Canada’s relationship with Israel was the most important election issue named by respondents in an “Impact Survey” released last week by B’nai Brith Canada.
Respondents were given a choice of several issues to rate as their most important. Twenty-four per cent ranked “Canada’s relationship with Israel” number 1, followed by “jobs and the economy” (21 per cent), “hate-related activity, anti-Semitism and terrorism” (19 per cent), “Iran” (14 per cent), “the anti-Israel boycott and sanctions movement” (eight per cent), “affordable housing and poverty issues” (six per cent), and support for community programming and active living” (one per cent). Seven per cent of respondents chose “other.”
A second question asked participants to rank their second-most-important election issue. One-quarter said “hate activity and anti-Semitism” followed by “jobs and the economy (22 per cent) and “Iran” (15 per cent).
The survey was conducted on the B’nai Brith Impact website from Aug. 2 to 12 and was open to B’nai Brith members and the general public. Approximately 500 people took part in the survey, which was promoted via Facebook, an email list and word of mouth. The system tracked respondents’ IP addresses, so the poll could not be taken more than once from the same address.
Breaking down the survey participation further, respondents were heavily skewed to males (59 per cent) and were part of an older demographic.
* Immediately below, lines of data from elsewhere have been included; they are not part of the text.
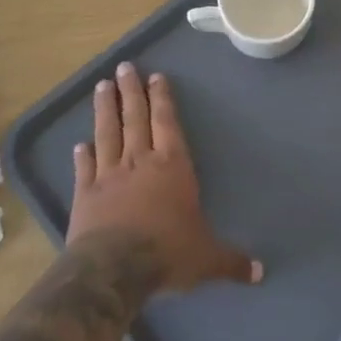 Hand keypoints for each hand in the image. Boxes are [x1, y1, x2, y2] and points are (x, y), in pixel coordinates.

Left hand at [67, 63, 260, 292]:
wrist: (114, 269)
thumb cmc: (167, 253)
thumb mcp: (207, 257)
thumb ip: (231, 261)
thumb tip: (261, 273)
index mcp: (172, 166)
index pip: (167, 123)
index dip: (162, 99)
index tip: (155, 76)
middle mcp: (140, 161)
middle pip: (135, 118)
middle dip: (131, 91)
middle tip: (124, 67)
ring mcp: (109, 174)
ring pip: (107, 133)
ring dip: (105, 109)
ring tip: (101, 86)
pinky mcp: (86, 194)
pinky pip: (85, 168)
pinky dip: (82, 154)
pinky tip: (79, 143) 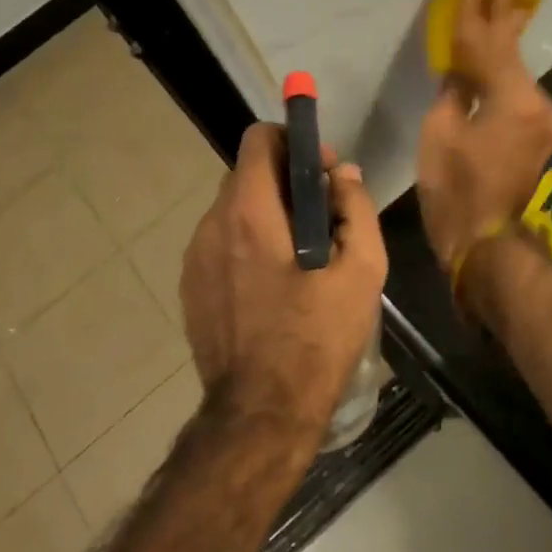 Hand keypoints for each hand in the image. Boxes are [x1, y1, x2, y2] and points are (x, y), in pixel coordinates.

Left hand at [180, 123, 386, 431]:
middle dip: (286, 182)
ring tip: (301, 257)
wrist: (262, 412)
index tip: (322, 172)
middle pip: (247, 175)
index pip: (259, 140)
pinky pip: (220, 246)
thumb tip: (344, 174)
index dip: (295, 143)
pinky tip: (274, 286)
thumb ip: (355, 208)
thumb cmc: (317, 338)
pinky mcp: (190, 288)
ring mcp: (194, 259)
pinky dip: (247, 246)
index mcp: (249, 212)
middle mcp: (211, 226)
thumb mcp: (362, 271)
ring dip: (267, 216)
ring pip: (232, 212)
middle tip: (323, 217)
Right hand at [417, 0, 551, 274]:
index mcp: (512, 99)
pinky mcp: (539, 134)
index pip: (491, 44)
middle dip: (503, 17)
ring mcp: (543, 120)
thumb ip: (452, 91)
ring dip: (503, 44)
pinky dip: (504, 74)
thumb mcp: (440, 134)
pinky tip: (497, 56)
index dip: (477, 13)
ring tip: (500, 7)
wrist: (486, 240)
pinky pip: (517, 92)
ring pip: (516, 73)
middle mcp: (537, 103)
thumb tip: (458, 71)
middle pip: (513, 52)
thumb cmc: (455, 190) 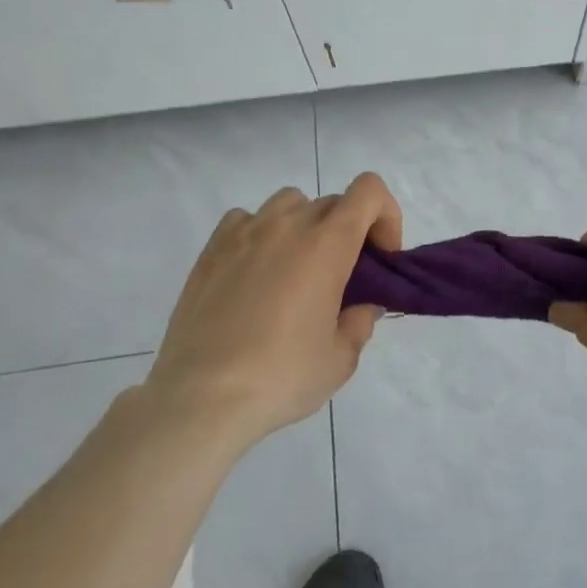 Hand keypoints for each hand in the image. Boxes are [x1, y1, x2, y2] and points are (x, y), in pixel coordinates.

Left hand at [148, 173, 401, 454]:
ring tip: (296, 271)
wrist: (201, 397)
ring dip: (305, 226)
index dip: (385, 216)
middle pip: (334, 203)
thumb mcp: (341, 358)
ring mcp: (246, 231)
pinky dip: (261, 234)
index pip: (369, 191)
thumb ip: (360, 321)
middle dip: (349, 232)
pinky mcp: (212, 248)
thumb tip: (360, 306)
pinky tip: (256, 272)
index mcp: (328, 243)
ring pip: (290, 203)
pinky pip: (246, 219)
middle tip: (343, 278)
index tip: (380, 258)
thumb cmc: (282, 376)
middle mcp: (289, 224) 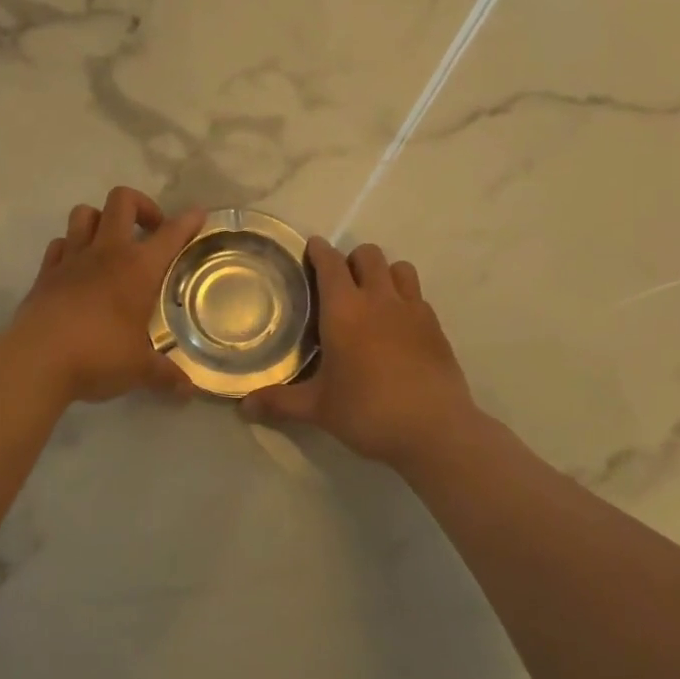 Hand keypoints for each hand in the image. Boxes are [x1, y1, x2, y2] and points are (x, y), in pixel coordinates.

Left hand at [7, 187, 205, 403]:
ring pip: (85, 213)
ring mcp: (72, 258)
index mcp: (138, 268)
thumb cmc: (98, 356)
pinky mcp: (45, 272)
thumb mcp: (139, 369)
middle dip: (140, 205)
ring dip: (101, 220)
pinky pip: (59, 243)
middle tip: (150, 230)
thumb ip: (165, 375)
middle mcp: (107, 252)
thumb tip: (189, 391)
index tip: (198, 215)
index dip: (188, 220)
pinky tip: (77, 267)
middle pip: (121, 200)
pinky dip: (70, 247)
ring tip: (111, 243)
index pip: (170, 233)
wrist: (36, 361)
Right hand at [240, 237, 478, 468]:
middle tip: (340, 282)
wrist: (435, 430)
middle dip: (352, 259)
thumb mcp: (318, 409)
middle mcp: (379, 299)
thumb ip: (280, 402)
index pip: (331, 263)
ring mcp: (412, 310)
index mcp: (344, 310)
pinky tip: (398, 325)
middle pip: (368, 255)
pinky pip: (418, 296)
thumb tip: (243, 407)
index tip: (311, 249)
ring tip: (373, 296)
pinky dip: (405, 298)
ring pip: (399, 268)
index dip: (319, 251)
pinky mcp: (436, 327)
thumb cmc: (368, 412)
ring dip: (384, 273)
Eighty-four per cent of participants were 51 and over, while 60 per cent hailed from Ontario, 13 per cent from Quebec, 10 per cent from British Columbia and nine per cent from Manitoba.
“The survey is representative of B’nai Brith supporters and not the general Canadian population,” explained B’nai Brith CEO Michael Mostyn.
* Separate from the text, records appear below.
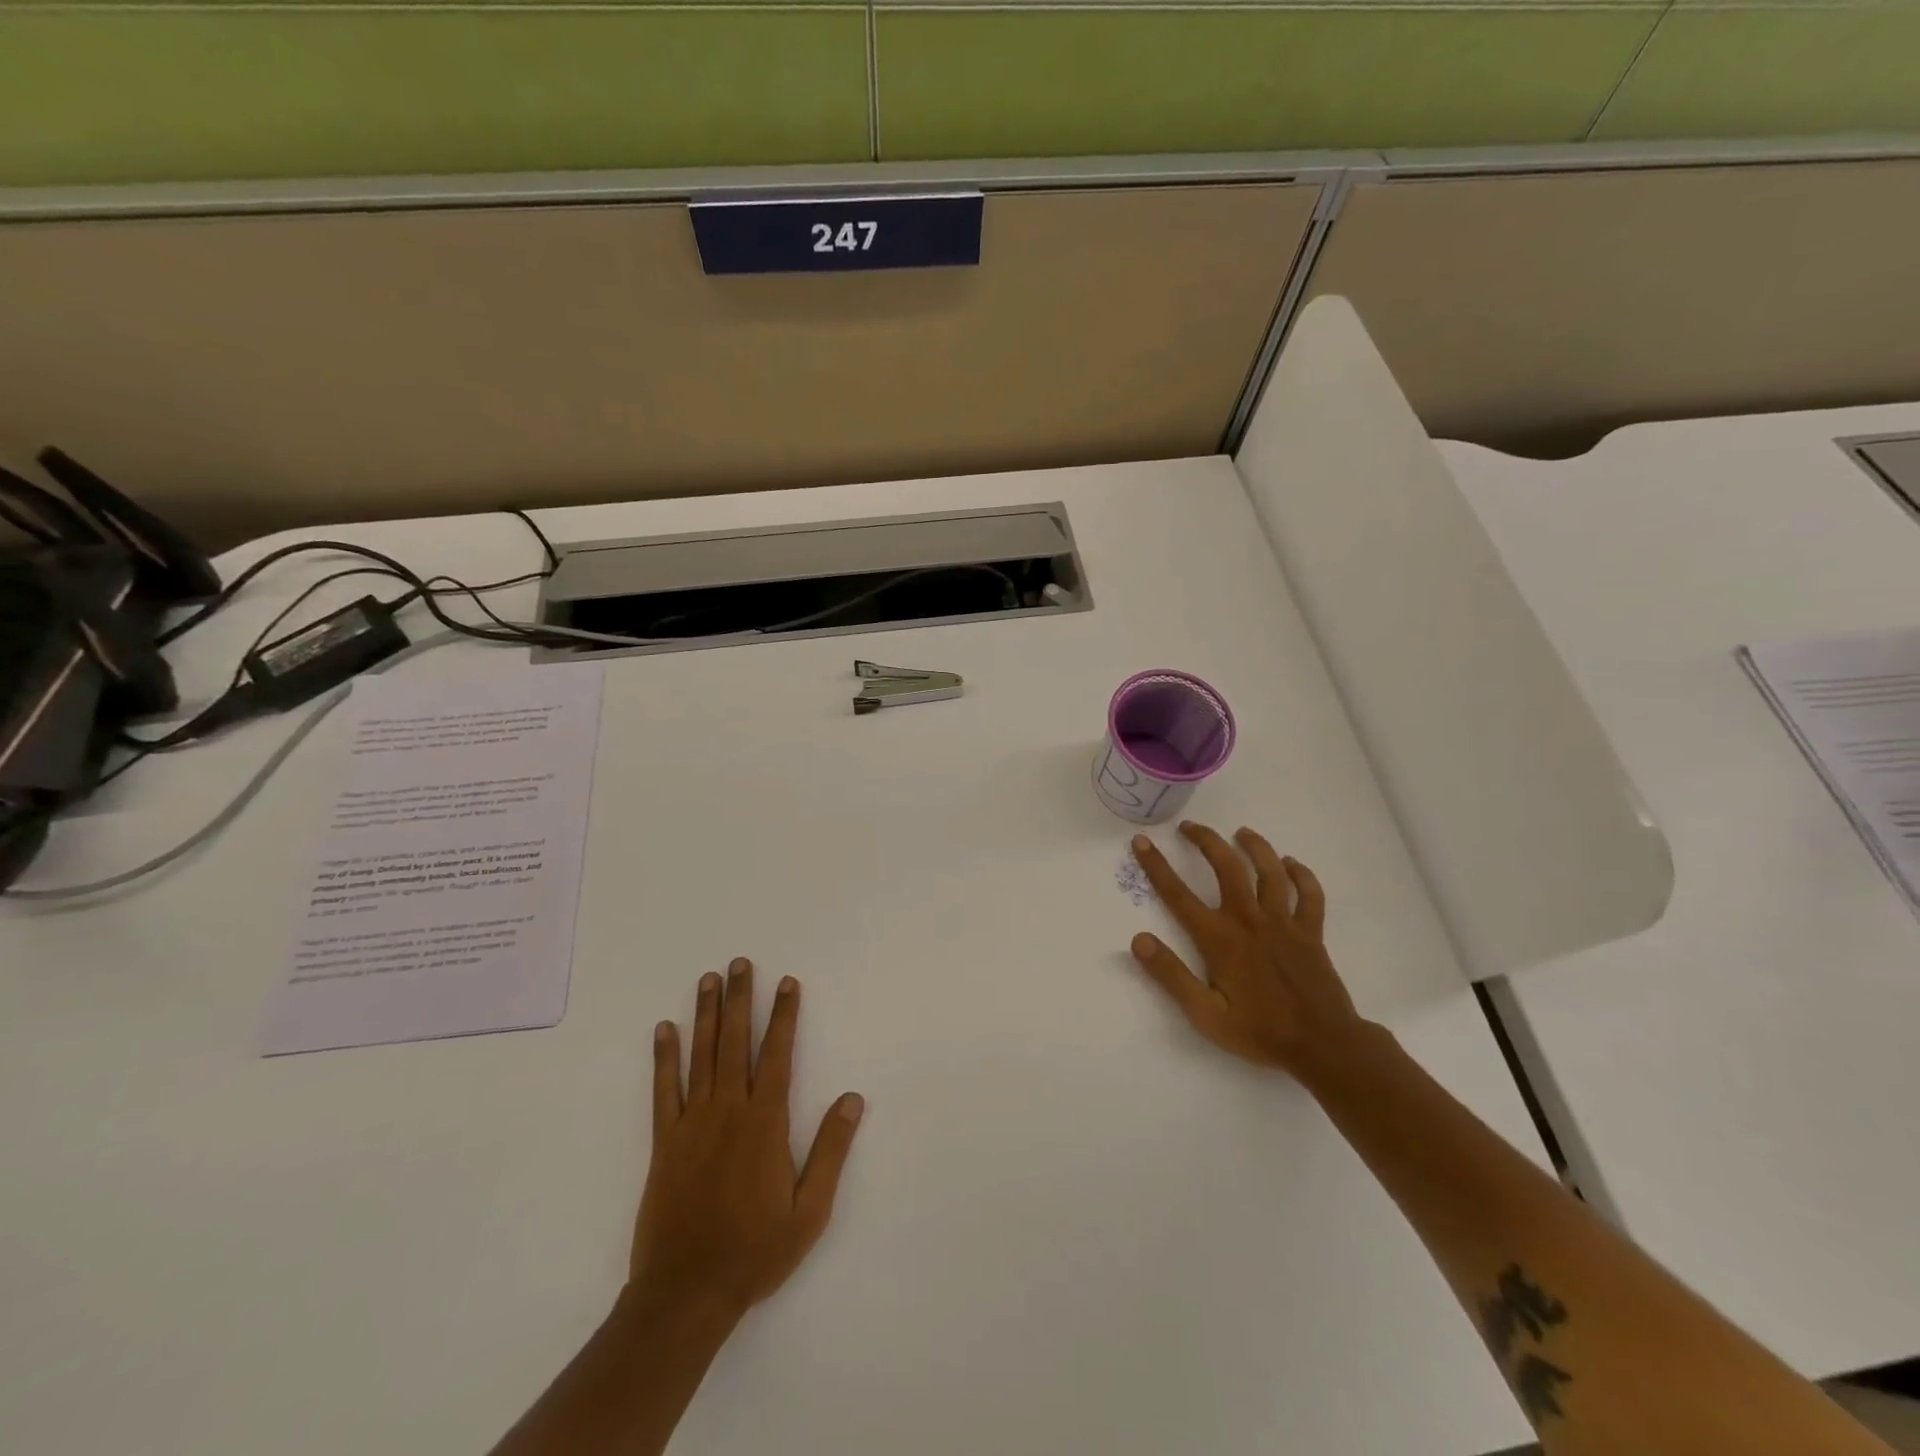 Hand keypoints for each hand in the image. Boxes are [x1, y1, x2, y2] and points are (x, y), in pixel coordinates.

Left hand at [631, 959, 864, 1319]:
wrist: (686, 1294)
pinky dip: (663, 1058)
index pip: (777, 1055)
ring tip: (708, 979)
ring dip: (706, 1015)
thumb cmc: (755, 1251)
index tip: (787, 982)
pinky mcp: (665, 1142)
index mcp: (765, 1123)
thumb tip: (853, 1099)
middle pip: (736, 1043)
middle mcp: (728, 1111)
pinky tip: (664, 1030)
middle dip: (740, 999)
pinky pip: (663, 1090)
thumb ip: (831, 1150)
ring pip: (701, 1056)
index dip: (784, 1016)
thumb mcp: (809, 1210)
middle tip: (739, 962)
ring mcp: (692, 1124)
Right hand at [1126, 822, 1367, 1079]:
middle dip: (1205, 840)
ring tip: (1240, 832)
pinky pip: (1309, 894)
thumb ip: (1171, 975)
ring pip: (1270, 871)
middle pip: (1227, 867)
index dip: (1157, 865)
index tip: (1142, 842)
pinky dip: (1301, 875)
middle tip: (1189, 826)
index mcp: (1220, 938)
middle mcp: (1250, 920)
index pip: (1179, 894)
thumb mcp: (1205, 1014)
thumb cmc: (1259, 1032)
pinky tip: (1291, 864)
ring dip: (1254, 846)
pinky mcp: (1311, 932)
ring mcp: (1284, 923)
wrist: (1323, 1047)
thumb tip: (1138, 940)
“B’nai Brith was not looking for a statistically representative sample. One could assume that the numbers weigh toward Ontario due to the fact that the majority of Canadian Jewry resides in that province,” he added. “We found it interesting that the majority of respondents were from a demographic over 50 years of age, however, it is generally the case that younger Canadians are less interested in the political process.”
Participants were not asked to indicate their party preferences or which leader would make the best prime minster, Mostyn said.
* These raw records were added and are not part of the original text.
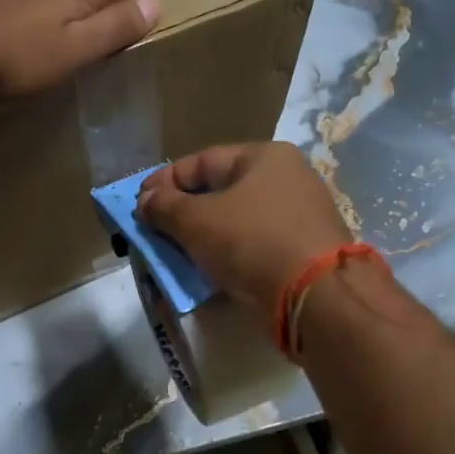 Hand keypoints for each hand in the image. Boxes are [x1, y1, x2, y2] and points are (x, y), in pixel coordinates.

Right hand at [139, 142, 351, 317]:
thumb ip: (165, 207)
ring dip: (202, 236)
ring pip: (235, 221)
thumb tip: (145, 201)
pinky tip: (207, 270)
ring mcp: (298, 216)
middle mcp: (286, 179)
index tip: (138, 204)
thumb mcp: (197, 220)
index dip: (165, 181)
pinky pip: (252, 245)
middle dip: (182, 211)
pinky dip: (226, 254)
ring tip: (175, 254)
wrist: (316, 296)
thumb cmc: (252, 242)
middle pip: (219, 191)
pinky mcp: (301, 251)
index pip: (202, 161)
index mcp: (265, 157)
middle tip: (154, 230) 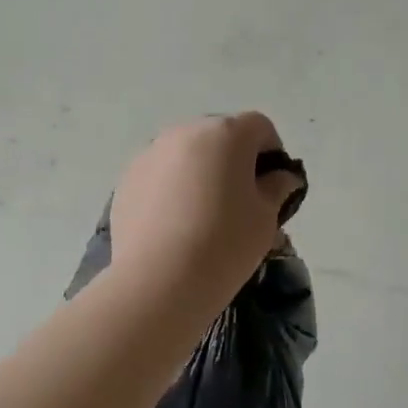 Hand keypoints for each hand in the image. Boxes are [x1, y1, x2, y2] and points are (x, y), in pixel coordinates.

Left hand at [109, 113, 304, 312]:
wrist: (158, 281)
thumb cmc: (224, 243)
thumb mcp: (265, 218)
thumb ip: (276, 188)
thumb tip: (280, 177)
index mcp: (227, 134)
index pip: (259, 126)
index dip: (272, 151)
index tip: (272, 184)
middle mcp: (186, 132)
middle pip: (220, 135)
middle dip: (234, 159)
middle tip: (240, 200)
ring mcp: (152, 152)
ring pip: (187, 152)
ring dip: (201, 171)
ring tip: (203, 214)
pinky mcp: (128, 177)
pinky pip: (161, 172)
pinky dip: (173, 187)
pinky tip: (175, 224) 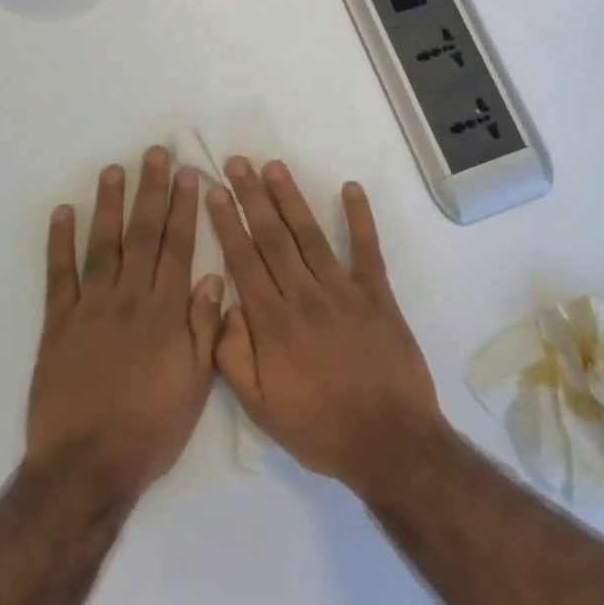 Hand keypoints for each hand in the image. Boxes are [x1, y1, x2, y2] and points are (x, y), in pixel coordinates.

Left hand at [28, 148, 223, 499]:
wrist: (89, 462)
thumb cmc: (152, 427)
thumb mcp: (197, 382)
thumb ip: (205, 326)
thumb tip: (212, 276)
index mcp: (166, 312)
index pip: (178, 247)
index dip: (185, 209)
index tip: (189, 175)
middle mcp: (130, 298)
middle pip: (143, 235)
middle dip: (151, 191)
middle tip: (155, 155)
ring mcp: (90, 307)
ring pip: (103, 244)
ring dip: (109, 204)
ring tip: (114, 169)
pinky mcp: (57, 322)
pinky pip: (59, 274)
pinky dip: (59, 242)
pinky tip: (63, 213)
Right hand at [207, 158, 446, 492]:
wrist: (388, 441)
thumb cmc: (318, 427)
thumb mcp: (258, 407)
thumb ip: (232, 356)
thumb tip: (224, 306)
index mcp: (272, 322)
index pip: (243, 260)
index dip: (227, 222)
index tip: (215, 192)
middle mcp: (304, 295)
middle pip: (272, 237)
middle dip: (252, 197)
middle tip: (238, 163)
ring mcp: (343, 291)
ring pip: (310, 235)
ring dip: (291, 198)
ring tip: (274, 167)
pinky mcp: (378, 295)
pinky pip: (367, 248)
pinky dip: (360, 217)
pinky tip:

“As a non-partisan organization, our questions focused on discovering the issues that matter most to the community to inform our own advocacy efforts. As the grassroots voice of the community, the only way we can effectively advocate for the community we represent is to constantly dialogue with our base,” he added.
In addition to surveying community members about their election priorities, B’nai Brith is hosting election debates. One was scheduled for Sept. 21 at Beth Torah Congregation and featured the main party candidates in Eglinton-Lawrence.
Others are being held Sept. 30 in the ridings of Thornhill, at the Sephardic Kehila Centre, and Winnipeg South-Centre, at the Asper Jewish Community Campus on, and in York Centre on Oct. 1 at Adath Israel Congregation.
“There is good reason why B’nai Brith has always shown leadership in hosting local riding debates in Canada,” Mostyn said.
“B’nai Brith is at the forefront on a daily basis in dealing with many of the top areas of concern to the community.”